Washington Tax Insight June 2021
Politics and Congressional Activity
Congress returned from its recess on June 7th and now decisions will be made by Congressional leadership about how to proceed with infrastructure legislation and whether they can reach a bipartisan agreement. It is expected that Speaker Pelosi will direct her committee chairs to complete their work on a budget resolution and other implementing legislation before the July 4th recess in the event it is necessary to proceed with budget reconciliation legislation with a goal of completing both before the August recess.
Other issues that Congress will face include legislation on police reform and approval of S.1 in the Senate, which is the elections and ethics bill. They must also address the issue of funding the government, with the possibility that action may need to be taken on the debt limit, since the current fiscal year ends on September 30th.
The Biden Administration Fiscal Year 2022 Budget
The Biden Administration released its Fiscal Year 2022 Budget (“Budget”), which calls for $6 trillion in spending and significant tax increases for large corporations and high-income individuals. Spending initiatives cover new funding for traditional physical infrastructure projects and “human” infrastructure initiatives along with tax relief for lower- and middle-income taxpayers, all of which were outlined in the Biden Administration’s American Jobs Plan and the American Families Plan.
In conjunction with the release of the Budget, the Treasury Department issued its “General Explanations of the Administration’s Revenue Proposals,” which is known informally as the Green Book. The Green Book provides background information on the President’s tax proposals, reasons for the policy changes, proposed effective dates, and revenue estimates.
The proposed tax increases would increase federal revenue by $3.6 trillion over ten years, providing a major funding source for the spending included in the Budget, which totals $4.1 trillion for the American Jobs Plan and the American Families Plan.
The following corporate tax proposals are included in the Green Book:
- Raise the corporate income tax rate to 28%
- Revise the Global Minimum Tax Regime (reducing the section 250 deduction from 50% to 25% to achieve a 21% GILTI rate assuming a 28% corporate income rate and applying GILTI on a per-country basis); disallow deductions attributable to exempt income; and limit Inversions
- Reform taxation of foreign fossil fuel Income by eliminating tax preferences and reinstating Superfund taxes
- Repeal the deduction for Foreign-Derived Intangible Income (FDII) and use the resulting revenue to expand R&D investment incentives
- Replace the Base Erosion Anti-Abuse Tax (BEAT) with the Stopping Harmful Inversions and Ending Low-Tax Developments (SHIELD) Rule, which would deny tax deductions to domestic corporations when certain payments are subject to a low tax rate
- Limit Foreign Tax Credits from sales of hybrid entities
- Restrict deductions of excessive interest of members of financial reporting groups for disproportionate borrowing in the US
- Impose a 15% Minimum Tax on book earnings of large corporations (with book income over $2 billion)
- Provide tax incentives for locating jobs and business activity in the US and remove tax deductions for shipping jobs overseas.
- Extend permanently the current limitation on certain excess business losses
The Green Book also explains the proposals to tax capital gains and carried interests as ordinary income for certain upper-income taxpayers (AGI above $1 million), and to limit the current step-up in basis rule to treat transfers of appreciated income by gift or on death as realization events by taxing the unrealized gain on certain inherited assets.
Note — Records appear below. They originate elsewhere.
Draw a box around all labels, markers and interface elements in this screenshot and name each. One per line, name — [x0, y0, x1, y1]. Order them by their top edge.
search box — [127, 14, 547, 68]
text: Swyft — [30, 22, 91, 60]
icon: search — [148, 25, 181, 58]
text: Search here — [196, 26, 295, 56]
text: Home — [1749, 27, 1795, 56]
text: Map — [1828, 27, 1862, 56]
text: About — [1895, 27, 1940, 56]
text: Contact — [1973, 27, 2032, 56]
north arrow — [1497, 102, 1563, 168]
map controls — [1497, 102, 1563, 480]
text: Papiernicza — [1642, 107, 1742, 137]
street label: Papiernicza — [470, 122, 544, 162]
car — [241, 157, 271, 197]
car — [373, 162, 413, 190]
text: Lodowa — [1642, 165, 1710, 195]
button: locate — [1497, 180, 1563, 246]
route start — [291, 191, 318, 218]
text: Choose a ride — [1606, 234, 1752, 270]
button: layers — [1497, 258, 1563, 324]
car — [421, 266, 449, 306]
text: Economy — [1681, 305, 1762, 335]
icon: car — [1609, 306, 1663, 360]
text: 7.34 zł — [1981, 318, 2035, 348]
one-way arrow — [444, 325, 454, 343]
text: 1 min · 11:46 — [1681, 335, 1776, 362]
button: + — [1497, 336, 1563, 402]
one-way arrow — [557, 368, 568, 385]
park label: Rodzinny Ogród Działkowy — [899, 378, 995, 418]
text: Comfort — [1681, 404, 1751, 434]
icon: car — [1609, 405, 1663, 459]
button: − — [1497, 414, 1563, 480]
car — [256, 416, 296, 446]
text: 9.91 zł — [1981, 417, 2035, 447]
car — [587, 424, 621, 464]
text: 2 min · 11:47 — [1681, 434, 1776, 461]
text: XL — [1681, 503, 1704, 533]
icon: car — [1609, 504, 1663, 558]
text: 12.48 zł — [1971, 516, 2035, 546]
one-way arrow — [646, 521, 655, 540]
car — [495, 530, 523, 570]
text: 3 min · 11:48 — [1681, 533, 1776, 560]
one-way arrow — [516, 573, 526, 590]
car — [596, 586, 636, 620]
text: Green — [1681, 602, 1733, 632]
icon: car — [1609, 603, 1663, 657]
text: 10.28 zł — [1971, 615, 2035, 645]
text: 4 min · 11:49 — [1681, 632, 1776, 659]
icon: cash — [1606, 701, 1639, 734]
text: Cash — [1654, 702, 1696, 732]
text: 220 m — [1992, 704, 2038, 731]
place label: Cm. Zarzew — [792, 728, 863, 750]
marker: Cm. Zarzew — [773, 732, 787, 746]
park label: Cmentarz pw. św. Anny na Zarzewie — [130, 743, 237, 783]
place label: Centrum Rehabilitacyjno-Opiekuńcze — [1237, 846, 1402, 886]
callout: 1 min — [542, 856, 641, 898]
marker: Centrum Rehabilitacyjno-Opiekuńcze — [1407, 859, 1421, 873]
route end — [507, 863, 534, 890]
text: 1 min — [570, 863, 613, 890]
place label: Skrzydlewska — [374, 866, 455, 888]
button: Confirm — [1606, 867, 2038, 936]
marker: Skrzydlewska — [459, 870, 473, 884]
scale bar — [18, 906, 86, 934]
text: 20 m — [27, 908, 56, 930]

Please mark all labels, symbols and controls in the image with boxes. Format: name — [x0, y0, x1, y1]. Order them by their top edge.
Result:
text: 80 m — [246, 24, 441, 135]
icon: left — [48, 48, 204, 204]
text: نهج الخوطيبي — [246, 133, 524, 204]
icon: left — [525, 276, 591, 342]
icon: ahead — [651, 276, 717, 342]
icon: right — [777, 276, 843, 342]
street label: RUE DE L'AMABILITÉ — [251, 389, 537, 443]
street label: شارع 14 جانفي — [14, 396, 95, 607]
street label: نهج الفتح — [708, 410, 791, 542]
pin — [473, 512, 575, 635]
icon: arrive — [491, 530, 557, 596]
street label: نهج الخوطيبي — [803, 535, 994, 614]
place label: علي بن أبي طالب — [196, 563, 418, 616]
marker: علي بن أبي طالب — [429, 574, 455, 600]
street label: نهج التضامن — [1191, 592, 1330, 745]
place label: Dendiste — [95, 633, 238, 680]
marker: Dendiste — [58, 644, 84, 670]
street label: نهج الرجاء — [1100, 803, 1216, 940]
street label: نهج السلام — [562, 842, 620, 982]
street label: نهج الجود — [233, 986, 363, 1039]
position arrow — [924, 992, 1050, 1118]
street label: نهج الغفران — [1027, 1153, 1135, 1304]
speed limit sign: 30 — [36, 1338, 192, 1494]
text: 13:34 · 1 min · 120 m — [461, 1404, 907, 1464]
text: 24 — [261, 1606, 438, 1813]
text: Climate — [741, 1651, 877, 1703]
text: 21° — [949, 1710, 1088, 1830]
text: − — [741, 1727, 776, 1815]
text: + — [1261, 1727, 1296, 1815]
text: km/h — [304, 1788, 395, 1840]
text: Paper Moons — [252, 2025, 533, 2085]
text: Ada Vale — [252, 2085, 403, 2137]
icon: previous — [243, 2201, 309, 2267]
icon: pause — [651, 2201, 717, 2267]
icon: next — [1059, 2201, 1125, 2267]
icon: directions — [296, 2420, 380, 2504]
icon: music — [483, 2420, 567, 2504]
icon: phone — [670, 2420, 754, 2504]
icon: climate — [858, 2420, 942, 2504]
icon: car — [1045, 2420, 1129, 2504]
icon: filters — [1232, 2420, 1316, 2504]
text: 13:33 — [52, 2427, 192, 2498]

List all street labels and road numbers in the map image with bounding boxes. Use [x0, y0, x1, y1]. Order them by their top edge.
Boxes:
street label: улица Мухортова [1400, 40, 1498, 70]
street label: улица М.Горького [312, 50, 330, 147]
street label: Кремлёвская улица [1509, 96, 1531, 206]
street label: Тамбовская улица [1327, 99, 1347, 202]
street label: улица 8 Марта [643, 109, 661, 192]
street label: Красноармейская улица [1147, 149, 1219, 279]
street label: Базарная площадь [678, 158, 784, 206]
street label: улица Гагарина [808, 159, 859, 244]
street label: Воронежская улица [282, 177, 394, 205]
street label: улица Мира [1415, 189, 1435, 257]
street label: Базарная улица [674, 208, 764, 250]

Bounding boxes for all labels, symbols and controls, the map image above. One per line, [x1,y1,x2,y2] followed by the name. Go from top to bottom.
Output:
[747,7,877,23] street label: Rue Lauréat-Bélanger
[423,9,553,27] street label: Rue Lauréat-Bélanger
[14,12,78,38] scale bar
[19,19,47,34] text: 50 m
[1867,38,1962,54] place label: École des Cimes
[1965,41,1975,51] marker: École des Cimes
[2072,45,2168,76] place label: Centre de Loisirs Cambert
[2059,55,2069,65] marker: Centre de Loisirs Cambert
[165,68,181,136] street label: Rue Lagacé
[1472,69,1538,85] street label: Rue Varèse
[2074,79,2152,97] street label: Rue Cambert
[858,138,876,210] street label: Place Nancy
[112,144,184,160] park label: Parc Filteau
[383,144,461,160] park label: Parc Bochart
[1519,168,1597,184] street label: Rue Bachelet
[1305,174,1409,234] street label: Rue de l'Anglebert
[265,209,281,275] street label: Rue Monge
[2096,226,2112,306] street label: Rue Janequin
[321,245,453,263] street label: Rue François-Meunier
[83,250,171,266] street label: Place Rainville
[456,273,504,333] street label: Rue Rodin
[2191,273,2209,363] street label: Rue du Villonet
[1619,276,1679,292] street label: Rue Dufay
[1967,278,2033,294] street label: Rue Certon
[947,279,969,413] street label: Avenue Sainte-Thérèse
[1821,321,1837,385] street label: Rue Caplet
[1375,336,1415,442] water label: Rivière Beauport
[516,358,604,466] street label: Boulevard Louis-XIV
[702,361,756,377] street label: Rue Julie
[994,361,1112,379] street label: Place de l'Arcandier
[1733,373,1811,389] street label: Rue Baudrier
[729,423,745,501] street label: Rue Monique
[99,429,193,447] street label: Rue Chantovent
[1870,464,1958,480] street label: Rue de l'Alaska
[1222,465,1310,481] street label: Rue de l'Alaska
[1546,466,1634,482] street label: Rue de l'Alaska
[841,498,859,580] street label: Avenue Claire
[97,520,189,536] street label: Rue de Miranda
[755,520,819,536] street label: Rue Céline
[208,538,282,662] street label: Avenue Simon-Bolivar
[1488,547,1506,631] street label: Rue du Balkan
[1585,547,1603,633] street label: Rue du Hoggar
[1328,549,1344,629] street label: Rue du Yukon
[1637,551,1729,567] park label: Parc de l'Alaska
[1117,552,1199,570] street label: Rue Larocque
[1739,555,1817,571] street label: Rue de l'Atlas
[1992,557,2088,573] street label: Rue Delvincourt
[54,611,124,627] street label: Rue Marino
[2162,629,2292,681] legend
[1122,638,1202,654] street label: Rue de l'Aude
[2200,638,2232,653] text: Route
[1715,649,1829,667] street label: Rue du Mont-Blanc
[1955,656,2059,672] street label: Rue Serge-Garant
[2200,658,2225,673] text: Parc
Also included is a proposal to eliminate like-kind exchange treatment for real estate gains greater than $500,000 ($1 million for joint returns).
Most changes in the Budget would take effect for tax years ending after either December 31, 2021 or the date of enactment, but the proposed increase in the capital gains tax rate would be effective “for gains required to be recognized after the date of announcement.” Administration officials have said that the “date of announcement” is April 28, 2021, which was the date the President announced the American Families Plan. Typically tax rate increase proposals are prospective, so the capital gains rate increase effective date would be outside of the norm especially since it is based on a “date of announcement.”
The IRS Enforcement Initiative
President Biden’s “American Families Plan” includes an ambitious $1.8 trillion social plan financed by new tax increases directed at wealthy individuals and an IRS enforcement initiative. The Budget includes a proposal to increase IRS funding by $1.3 billion to a total of $13.2 billion as part of an initiative to collect $778 billion over ten years from increased tax compliance measures.
What are the Next Steps for the Budget?
The Administration’s Budget is an opportunity for the President to outline his tax policy agenda, but these proposals are not binding and the responsibility for drafting legislation lies with the Congress.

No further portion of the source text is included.